Dossier : IMM-5100-08

Référence : 2009 CF 952

Ottawa (Ontario), le 23 septembre 2009

En présence de monsieur le juge suppléant Louis S. Tannenbaum

 

ENTRE :

NENAD KOTUR et ALENKA BARESIC

demandeurs

 

et

LE MINISTRE DE LA CITOYENNETÉ ET DE L’IMMIGRATION

 

défendeur

 

 

MOTIFS DU JUGEMENT ET JUGEMENT

 

[1]               Il s’agit d’une demande de contrôle judiciaire visant la décision rendue le 1er octobre 2008 par laquelle l’agent d’examen des risques avant renvoi Thierry Alfred N’kombe (l’agent) a rejeté la demande de présentation depuis le Canada, pour des considérations humanitaires, de la demande de résidence permanente des demandeurs.

 

[2]               Les demandeurs, M. Kotur et Mme Baresic, sont des citoyens de la Croatie.

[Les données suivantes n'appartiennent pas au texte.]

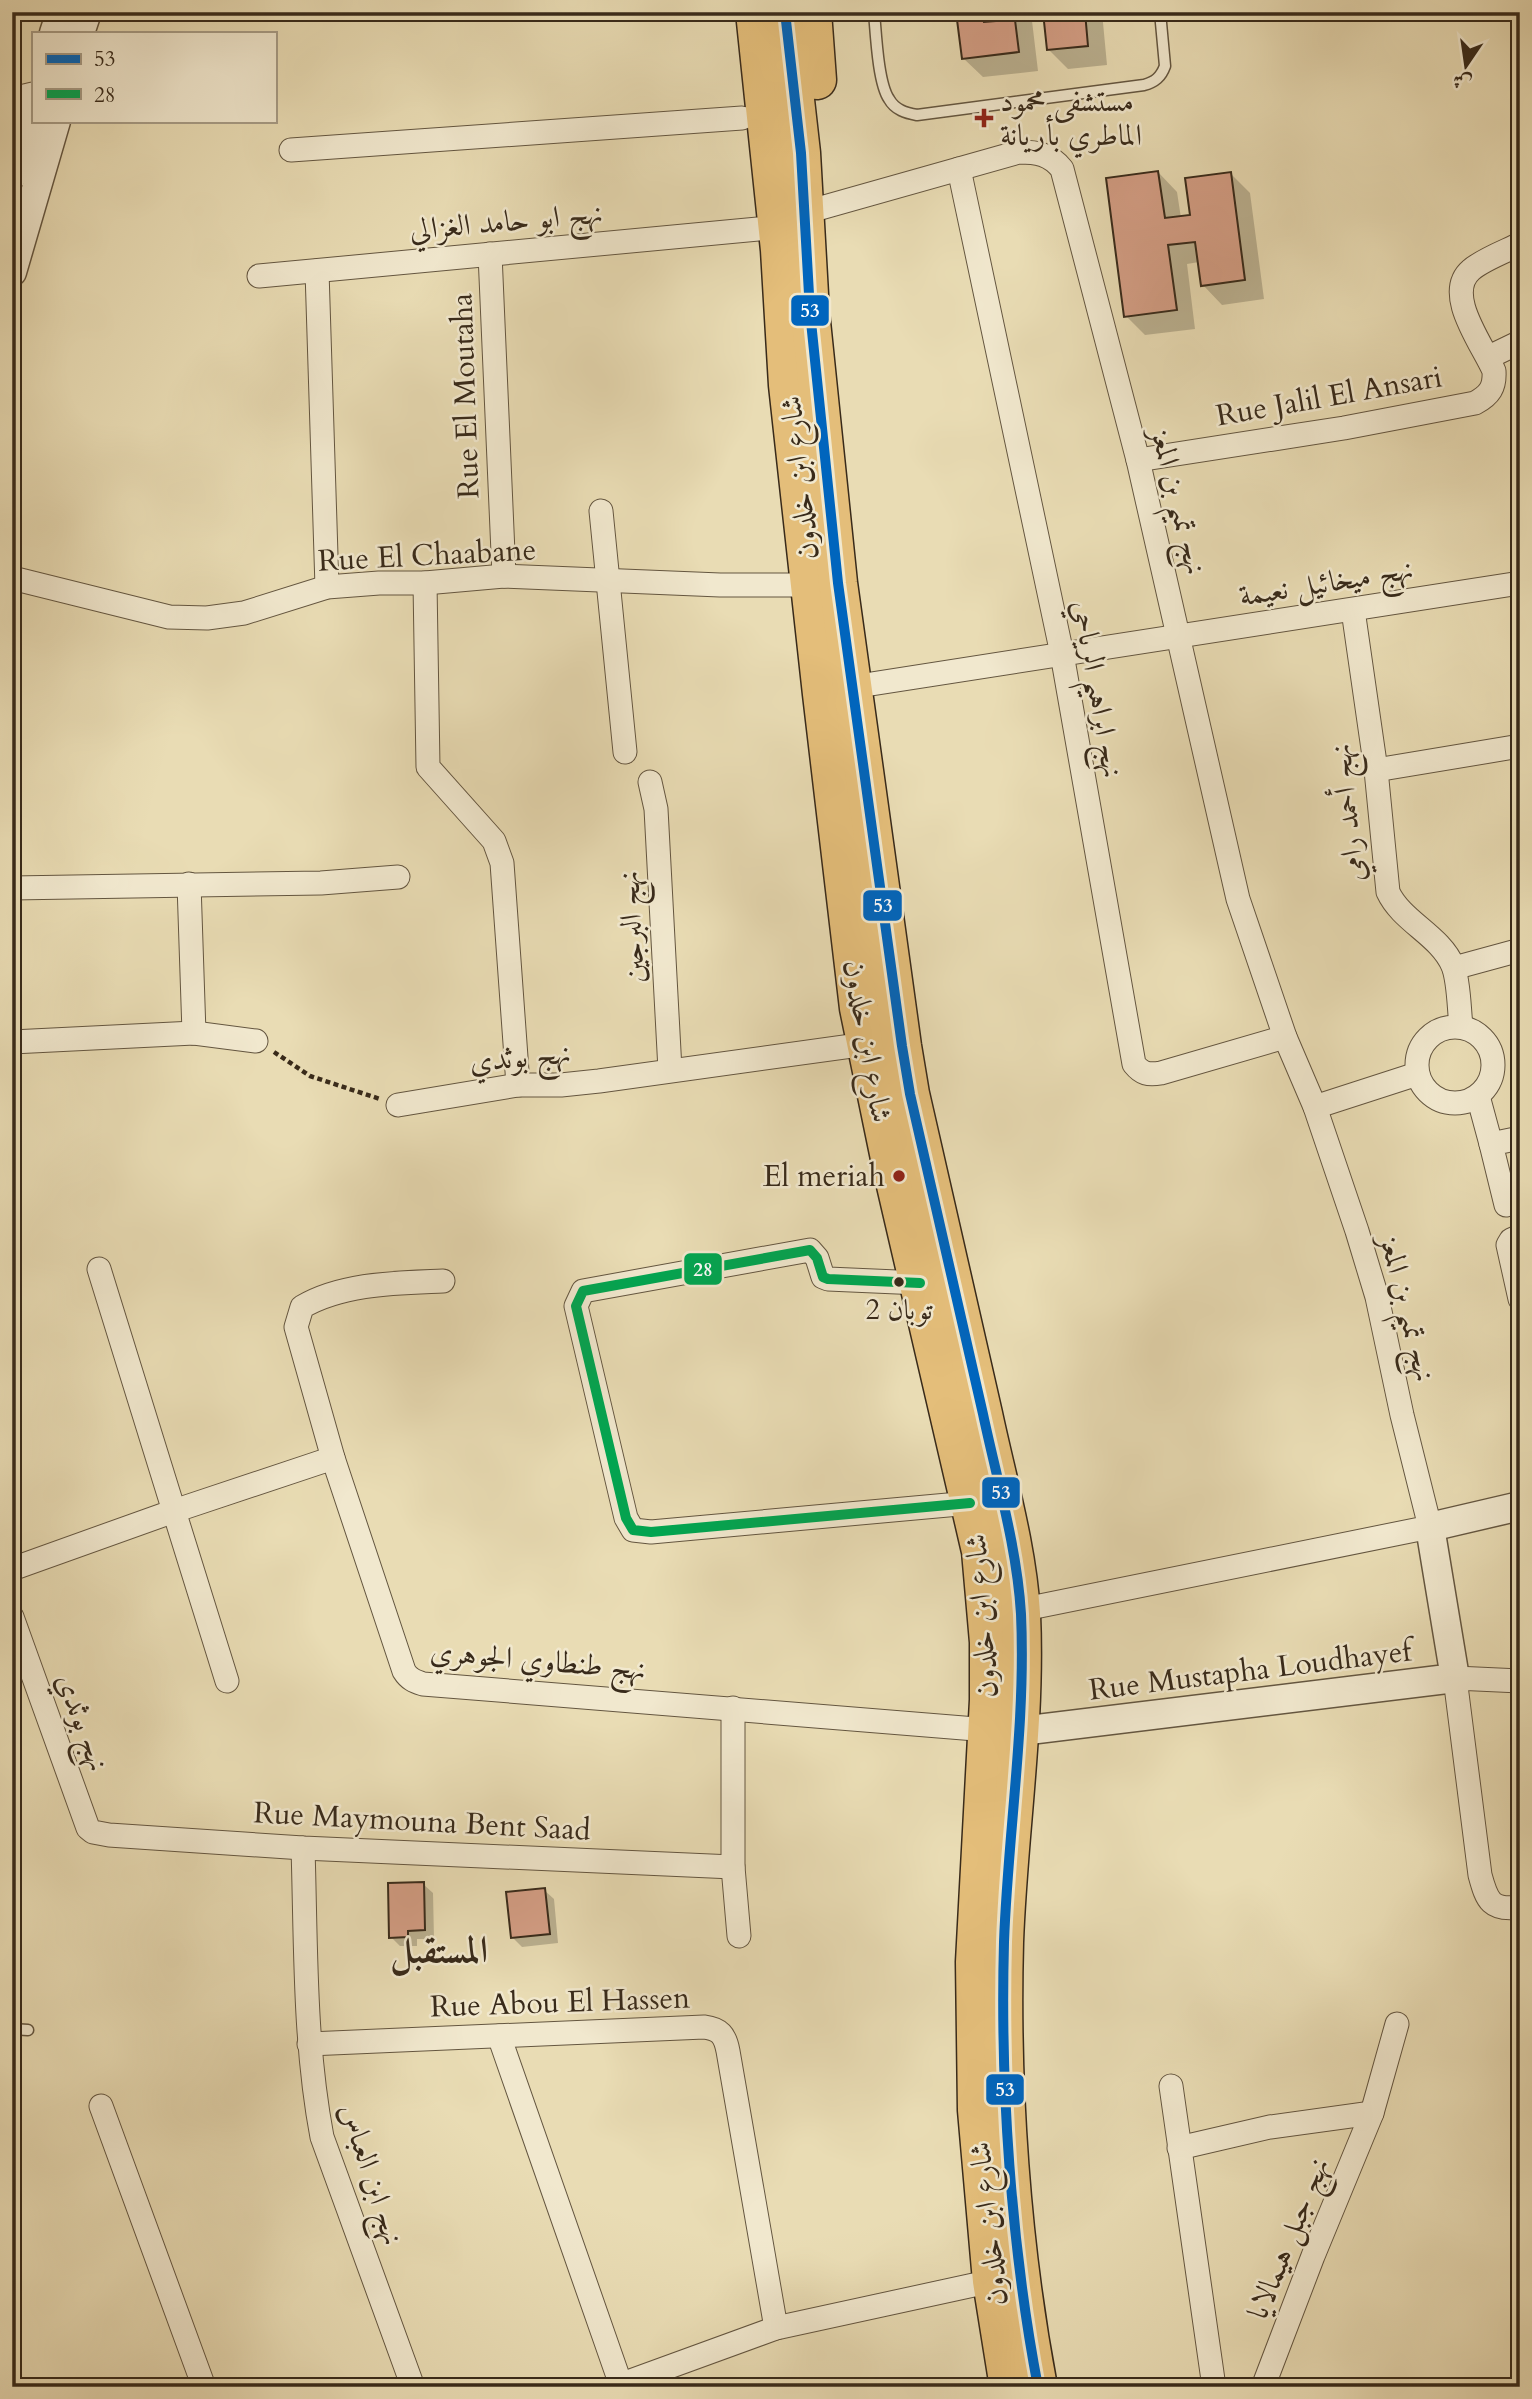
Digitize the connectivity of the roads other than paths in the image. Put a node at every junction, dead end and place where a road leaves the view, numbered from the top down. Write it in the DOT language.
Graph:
graph roads {
  1 [pos="61,12"];
  2 [pos="87,12"];
  3 [pos="729,12"];
  4 [pos="755,12"];
  5 [pos="785,12"];
  6 [pos="812,12"];
  7 [pos="874,12"];
  8 [pos="1160,12"];
  9 [pos="54,32"];
  10 [pos="80,32"];
  11 [pos="32,94"];
  12 [pos="12,99"];
  13 [pos="32,106"];
  14 [pos="742,118"];
  15 [pos="57,122"];
  16 [pos="291,150"];
  17 [pos="959,169"];
  18 [pos="12,176"];
  19 [pos="804,203"];
  20 [pos="758,229"];
  21 [pos="1520,244"];
  22 [pos="491,254"];
  23 [pos="317,271"];
  24 [pos="12,272"];
  25 [pos="260,275"];
  26 [pos="783,314"];
  27 [pos="1520,342"];
  28 [pos="1489,357"];
  29 [pos="1138,460"];
  30 [pos="601,511"];
  31 [pos="504,576"];
  32 [pos="12,578"];
  33 [pos="607,582"];
  34 [pos="425,583"];
  35 [pos="1520,583"];
  36 [pos="811,585"];
  37 [pos="327,587"];
  38 [pos="1353,610"];
  39 [pos="1179,636"];
  40 [pos="1062,654"];
  41 [pos="852,687"];
  42 [pos="1520,746"];
  43 [pos="625,752"];
  44 [pos="1376,770"];
  45 [pos="650,782"];
  46 [pos="398,877"];
  47 [pos="189,884"];
  48 [pos="12,888"];
  49 [pos="1520,950"];
  50 [pos="1454,968"];
  51 [pos="1461,1026"];
  52 [pos="194,1033"];
  53 [pos="1285,1037"];
  54 [pos="12,1041"];
  55 [pos="256,1041"];
  56 [pos="866,1044"];
  57 [pos="670,1070"];
  58 [pos="1417,1074"];
  59 [pos="518,1085"];
  60 [pos="1478,1096"];
  61 [pos="398,1105"];
  62 [pos="1315,1107"];
  63 [pos="1520,1138"];
  64 [pos="1491,1144"];
  65 [pos="1506,1205"];
  66 [pos="1520,1236"];
  67 [pos="99,1269"];
  68 [pos="443,1281"];
  69 [pos="920,1283"];
  70 [pos="1520,1299"];
  71 [pos="333,1458"];
  72 [pos="970,1503"];
  73 [pos="1520,1506"];
  74 [pos="174,1511"];
  75 [pos="1430,1527"];
  76 [pos="12,1569"];
  77 [pos="1020,1610"];
  78 [pos="12,1617"];
  79 [pos="1455,1678"];
  80 [pos="227,1681"];
  81 [pos="1520,1681"];
  82 [pos="733,1708"];
  83 [pos="1005,1731"];
  84 [pos="108,1835"];
  85 [pos="303,1848"];
  86 [pos="733,1867"];
  87 [pos="1520,1907"];
  88 [pos="740,1936"];
  89 [pos="1397,2024"];
  90 [pos="12,2029"];
  91 [pos="28,2030"];
  92 [pos="499,2036"];
  93 [pos="309,2045"];
  94 [pos="1171,2086"];
  95 [pos="101,2106"];
  96 [pos="1372,2113"];
  97 [pos="1179,2148"];
  98 [pos="992,2281"];
  99 [pos="776,2328"];
  100 [pos="1010,2385"];
  101 [pos="618,2386"];
  102 [pos="204,2387"];
  103 [pos="413,2387"];
  104 [pos="1214,2387"];
  105 [pos="1263,2387"];
  1 -- 9 [label="street"];
  2 -- 10 [label="street"];
  3 -- 14 [label="highway"];
  4 -- 26 [label="highway"];
  5 -- 19 [label="highway"];
  6 -- 19 [label="highway"];
  7 -- 8 [label="lane"];
  11 -- 12 [label="street"];
  13 -- 18 [label="street"];
  14 -- 16 [label="street"];
  14 -- 20 [label="highway"];
  15 -- 24 [label="street"];
  17 -- 19 [label="street, نهج تميم بن المعز"];
  17 -- 29 [label="street, نهج تميم بن المعز"];
  17 -- 40 [label="street, نهج ابراهيم الرياحي"];
  19 -- 41 [label="highway, شارع ابن خلدون"];
  20 -- 22 [label="street, نهج ابو حامد الغزالي"];
  20 -- 26 [label="highway"];
  21 -- 28 [label="street"];
  22 -- 23 [label="street, نهج ابو حامد الغزالي"];
  22 -- 31 [label="street, Rue El Moutaha"];
  23 -- 25 [label="street, نهج ابو حامد الغزالي"];
  23 -- 37 [label="street"];
  26 -- 36 [label="highway, شارع ابن خلدون"];
  27 -- 28 [label="street"];
  28 -- 29 [label="street, Rue Jalil El Ansari"];
  29 -- 39 [label="street, نهج تميم بن المعز"];
  30 -- 33 [label="street"];
  31 -- 33 [label="street, Rue El Chaabane"];
  31 -- 34 [label="street, Rue El Chaabane"];
  32 -- 37 [label="street, Rue El Chaabane"];
  33 -- 36 [label="street, Rue El Chaabane"];
  33 -- 43 [label="street"];
  34 -- 37 [label="street, Rue El Chaabane"];
  34 -- 59 [label="street"];
  35 -- 38 [label="street, نهج ميخائيل نعيمة"];
  36 -- 56 [label="highway, شارع ابن خلدون"];
  38 -- 39 [label="street, نهج ميخائيل نعيمة"];
  38 -- 44 [label="street, نهج أحمد رامي"];
  39 -- 40 [label="street, نهج ميخائيل نعيمة"];
  39 -- 53 [label="street, نهج تميم بن المعز"];
  40 -- 41 [label="street, نهج ميخائيل نعيمة"];
  40 -- 53 [label="street, نهج ابراهيم الرياحي"];
  41 -- 77 [label="highway, شارع ابن خلدون"];
  42 -- 44 [label="street"];
  44 -- 50 [label="street, نهج أحمد رامي"];
  45 -- 57 [label="street, نهج البرجين"];
  46 -- 47 [label="street"];
  47 -- 48 [label="street"];
  47 -- 52 [label="street"];
  49 -- 50 [label="street"];
  50 -- 51 [label="street, نهج أحمد رامي"];
  51 -- 58 [label="street"];
  51 -- 60 [label="street"];
  52 -- 54 [label="street"];
  52 -- 55 [label="street"];
  53 -- 62 [label="street, نهج تميم بن المعز"];
  56 -- 57 [label="street, نهج بوثدي"];
  56 -- 69 [label="highway, شارع ابن خلدون"];
  57 -- 59 [label="street, نهج بوثدي"];
  58 -- 60 [label="street"];
  58 -- 62 [label="street"];
  59 -- 61 [label="street, نهج بوثدي"];
  60 -- 64 [label="street"];
  62 -- 75 [label="street, نهج تميم بن المعز"];
  63 -- 64 [label="street"];
  64 -- 65 [label="street"];
  66 -- 70 [label="street"];
  67 -- 74 [label="street"];
  68 -- 71 [label="street"];
  69 -- 72 [label="highway, شارع ابن خلدون"];
  69 -- 72 [label="street"];
  71 -- 74 [label="street"];
  71 -- 82 [label="street, نهج طنطاوي الجوهري"];
  72 -- 83 [label="highway, شارع ابن خلدون"];
  73 -- 75 [label="street"];
  74 -- 76 [label="street"];
  74 -- 80 [label="street"];
  75 -- 77 [label="street"];
  75 -- 79 [label="street"];
  77 -- 83 [label="highway, شارع ابن خلدون"];
  78 -- 84 [label="street, نهج بوثدي"];
  79 -- 81 [label="street, Rue Mustapha Loudhayef"];
  79 -- 83 [label="street, Rue Mustapha Loudhayef"];
  79 -- 87 [label="street"];
  82 -- 83 [label="street, نهج طنطاوي الجوهري"];
  82 -- 86 [label="street"];
  83 -- 98 [label="highway, شارع ابن خلدون"];
  83 -- 100 [label="highway, شارع ابن خلدون"];
  84 -- 85 [label="street, Rue Maymouna Bent Saad"];
  85 -- 86 [label="street, Rue Maymouna Bent Saad"];
  85 -- 93 [label="street, نهج ابن العباس"];
  86 -- 88 [label="street"];
  89 -- 96 [label="street, نهج جبل هيمالايا"];
  90 -- 91 [label="lane"];
  92 -- 93 [label="street, Rue Abou El Hassen"];
  92 -- 99 [label="street, Rue Abou El Hassen"];
  92 -- 101 [label="street"];
  93 -- 103 [label="street, نهج ابن العباس"];
  94 -- 97 [label="street"];
  95 -- 102 [label="street"];
  96 -- 97 [label="street"];
  96 -- 105 [label="street, نهج جبل هيمالايا"];
  97 -- 104 [label="street"];
  98 -- 99 [label="street"];
  98 -- 100 [label="highway, شارع ابن خلدون"];
  99 -- 101 [label="street"];
}
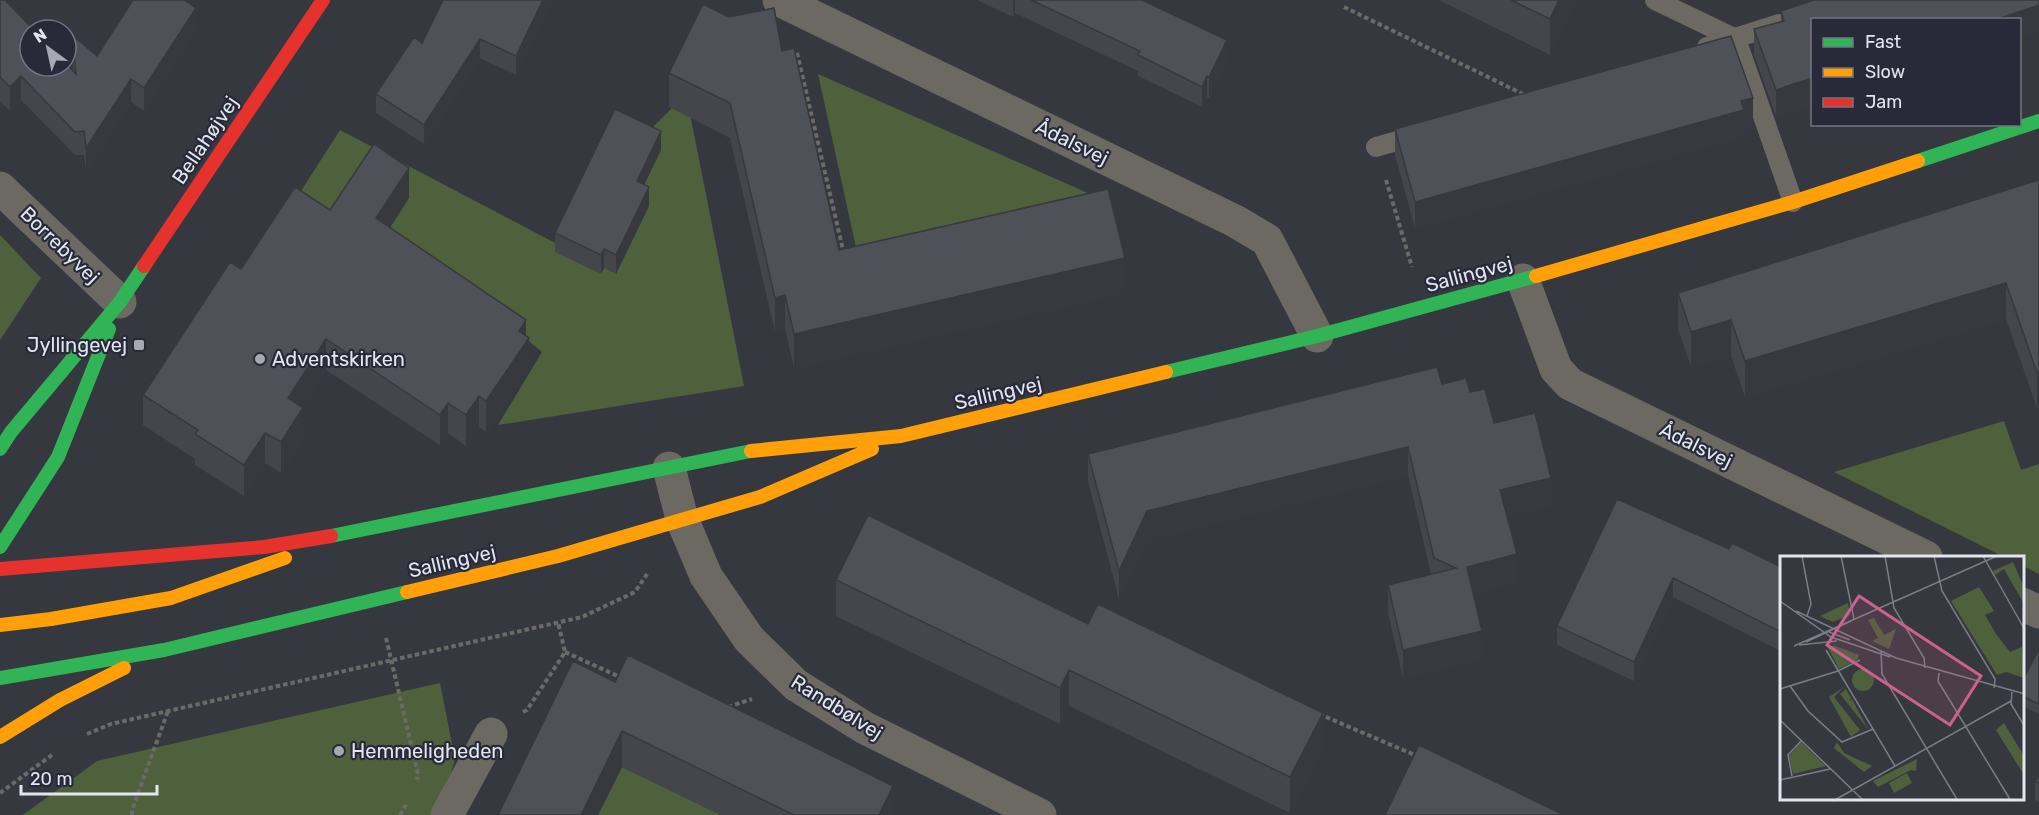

Mme Baresic est arrivée au Canada en septembre 2003 et M. Kotur en mai 2004. Ils ont tous deux demandé l’asile pour crainte de persécution, en raison de l’origine ethnique serbe de M. Kotur et de leur union de fait mixte, Mme Baresic étant pour sa part d’ethnicité croate.

 

[3]               En février 2005, Mme Baresic a donné naissance au fils des demandeurs, Stjepan, qui est citoyen canadien.

 

[4]               En février 2006, la demande d’asile des demandeurs a été rejetée pour manque de crédibilité. Leur demande d’autorisation de présenter une demande de contrôle judiciaire a également été refusée.

 

[5]               En juin 2006, les demandeurs ont déposé leur demande pour considérations humanitaires, mise à jour par l’ajout de documents à l’appui en mai 2008.

 

[6]               En novembre 2006, les demandeurs ont également déposé une demande d’examen des risques avant renvoi (ERAR), qui a été rejetée le même jour que leur demande pour considérations humanitaires. La contestation de cette décision sera traitée dans des motifs distincts.

 

[7]               Le 10 décembre 2008, les demandeurs ont sollicité et obtenu un sursis de l’exécution, fixée à l’origine au 13 décembre 2008, de la mesure de renvoi vers la Croatie dont ils faisaient l’objet, jusqu’à ce qu’il soit statué sur la demande d’autorisation et la demande de contrôle judiciaire visant tant la demande pour considérations humanitaires que la demande d’ERAR.

 

[8]               Les demandeurs ont tissé des liens très étroits avec les membres de leur famille au Canada, soit la sœur de Mme Baresic, l’époux et le fils de cette sœur, ainsi que des membres de la famille élargie. Les demandeurs seraient particulièrement proches de Stjepan, le jeune enfant des demandeurs, et de son cousin. Les demandeurs ont également de la famille en Croatie, soit la mère veuve de M. Kotur ainsi que la mère veuve et la famille élargie de Mme Baresic.

 

L’ANALYSE

[9]               L’agent a écrit ce qui suit dans sa décision : [traduction] « Les demandeurs ne m’ont pas convaincu que leur situation personnelle, en termes de risque, était telle que les difficultés qu’entraînerait le rejet de leur demande de dispense seraient soit i) inhabituelles et injustifiées, soit ii) excessives ».

 

[10]           Le paragraphe 25(1) de la Loi sur l’immigration et la protection des réfugiés, L.C. 2001, ch. 27, reproduit ci-après, constitue le fondement juridique de l’évaluation par l’agent de la demande pour considérations humanitaires du demandeur :

25. (1) Le ministre doit, sur demande d’un étranger se trouvant au Canada qui est interdit de territoire ou qui ne se conforme pas à la présente loi, et peut, de sa propre initiative ou sur demande d’un étranger se trouvant hors du Canada, étudier le cas de cet étranger et peut lui octroyer le statut de résident permanent ou lever tout ou partie des critères et obligations applicables, s’il estime que des circonstances d’ordre humanitaire relatives à l’étranger — compte tenu de l’intérêt supérieur de l’enfant directement touché — ou l’intérêt public le justifient.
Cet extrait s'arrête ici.